== Activity ==
Your transcription must include every record word for word and no pictures.

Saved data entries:

==*==

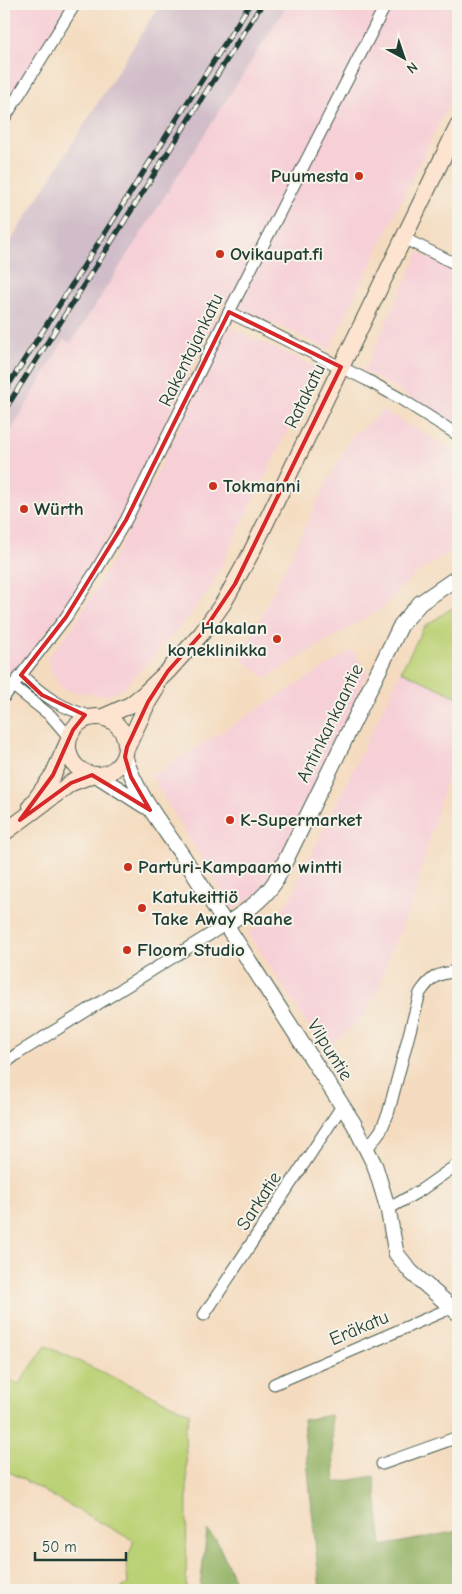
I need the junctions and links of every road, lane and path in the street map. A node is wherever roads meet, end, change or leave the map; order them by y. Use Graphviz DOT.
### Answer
graph roads {
  1 [pos="75,4"];
  2 [pos="386,4"];
  3 [pos="4,119"];
  4 [pos="458,126"];
  5 [pos="403,238"];
  6 [pos="458,265"];
  7 [pos="229,312"];
  8 [pos="341,367"];
  9 [pos="458,435"];
  10 [pos="458,577"];
  11 [pos="168,671"];
  12 [pos="21,675"];
  13 [pos="12,686"];
  14 [pos="4,697"];
  15 [pos="98,717"];
  16 [pos="69,739"];
  17 [pos="126,752"];
  18 [pos="95,775"];
  19 [pos="150,810"];
  20 [pos="20,820"];
  21 [pos="4,833"];
  22 [pos="225,925"];
  23 [pos="458,971"];
  24 [pos="4,1064"];
  25 [pos="342,1106"];
  26 [pos="368,1149"];
  27 [pos="458,1164"];
  28 [pos="388,1209"];
  29 [pos="456,1309"];
  30 [pos="204,1315"];
  31 [pos="274,1384"];
  32 [pos="458,1438"];
  33 [pos="382,1464"];
  1 -- 3 [label="street"];
  2 -- 7 [label="street, Rakentajankatu"];
  4 -- 5 [label="main road, Ratakatu"];
  5 -- 6 [label="street"];
  5 -- 8 [label="main road, Ratakatu"];
  7 -- 8 [label="street"];
  7 -- 12 [label="street, Rakentajankatu"];
  8 -- 9 [label="street"];
  8 -- 11 [label="main road, Ratakatu"];
  10 -- 22 [label="street, Antinkankaantie"];
  11 -- 15 [label="main road, Ratakatu"];
  11 -- 17 [label="main road, Ratakatu"];
  12 -- 13 [label="street, Rakentajankatu"];
  12 -- 15 [label="street"];
  13 -- 14 [label="street, Rakentajankatu"];
  13 -- 16 [label="street"];
  15 -- 16 [label="main road"];
  15 -- 17 [label="main road"];
  16 -- 18 [label="main road"];
  16 -- 20 [label="main road"];
  17 -- 18 [label="main road"];
  17 -- 19 [label="street, Vilpuntie"];
  18 -- 19 [label="street, Vilpuntie"];
  18 -- 20 [label="main road"];
  19 -- 22 [label="street, Vilpuntie"];
  20 -- 21 [label="main road"];
  22 -- 24 [label="street, Antinkankaantie"];
  22 -- 25 [label="street, Vilpuntie"];
  23 -- 26 [label="street"];
  25 -- 26 [label="street, Vilpuntie"];
  25 -- 30 [label="street, Sarkatie"];
  26 -- 28 [label="street, Vilpuntie"];
  27 -- 28 [label="street"];
  28 -- 29 [label="street, Vilpuntie"];
  29 -- 31 [label="street, Eräkatu"];
  32 -- 33 [label="street"];
}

==*==

== Expected answer ==
I need the junctions and links of every road, lane and path in the street map. A node is wherever roads meet, end, change or leave the map; order them by y. Use Graphviz DOT.
### Answer
graph roads {
  1 [pos="75,4"];
  2 [pos="386,4"];
  3 [pos="4,119"];
  4 [pos="458,126"];
  5 [pos="403,238"];
  6 [pos="458,265"];
  7 [pos="229,312"];
  8 [pos="341,367"];
  9 [pos="458,435"];
  10 [pos="458,577"];
  11 [pos="168,671"];
  12 [pos="21,675"];
  13 [pos="12,686"];
  14 [pos="4,697"];
  15 [pos="98,717"];
  16 [pos="69,739"];
  17 [pos="126,752"];
  18 [pos="95,775"];
  19 [pos="150,810"];
  20 [pos="20,820"];
  21 [pos="4,833"];
  22 [pos="225,925"];
  23 [pos="458,971"];
  24 [pos="4,1064"];
  25 [pos="342,1106"];
  26 [pos="368,1149"];
  27 [pos="458,1164"];
  28 [pos="388,1209"];
  29 [pos="456,1309"];
  30 [pos="204,1315"];
  31 [pos="274,1384"];
  32 [pos="458,1438"];
  33 [pos="382,1464"];
  1 -- 3 [label="street"];
  2 -- 7 [label="street, Rakentajankatu"];
  4 -- 5 [label="main road, Ratakatu"];
  5 -- 6 [label="street"];
  5 -- 8 [label="main road, Ratakatu"];
  7 -- 8 [label="street"];
  7 -- 12 [label="street, Rakentajankatu"];
  8 -- 9 [label="street"];
  8 -- 11 [label="main road, Ratakatu"];
  10 -- 22 [label="street, Antinkankaantie"];
  11 -- 15 [label="main road, Ratakatu"];
  11 -- 17 [label="main road, Ratakatu"];
  12 -- 13 [label="street, Rakentajankatu"];
  12 -- 15 [label="street"];
  13 -- 14 [label="street, Rakentajankatu"];
  13 -- 16 [label="street"];
  15 -- 16 [label="main road"];
  15 -- 17 [label="main road"];
  16 -- 18 [label="main road"];
  16 -- 20 [label="main road"];
  17 -- 18 [label="main road"];
  17 -- 19 [label="street, Vilpuntie"];
  18 -- 19 [label="street, Vilpuntie"];
  18 -- 20 [label="main road"];
  19 -- 22 [label="street, Vilpuntie"];
  20 -- 21 [label="main road"];
  22 -- 24 [label="street, Antinkankaantie"];
  22 -- 25 [label="street, Vilpuntie"];
  23 -- 26 [label="street"];
  25 -- 26 [label="street, Vilpuntie"];
  25 -- 30 [label="street, Sarkatie"];
  26 -- 28 [label="street, Vilpuntie"];
  27 -- 28 [label="street"];
  28 -- 29 [label="street, Vilpuntie"];
  29 -- 31 [label="street, Eräkatu"];
  32 -- 33 [label="street"];
}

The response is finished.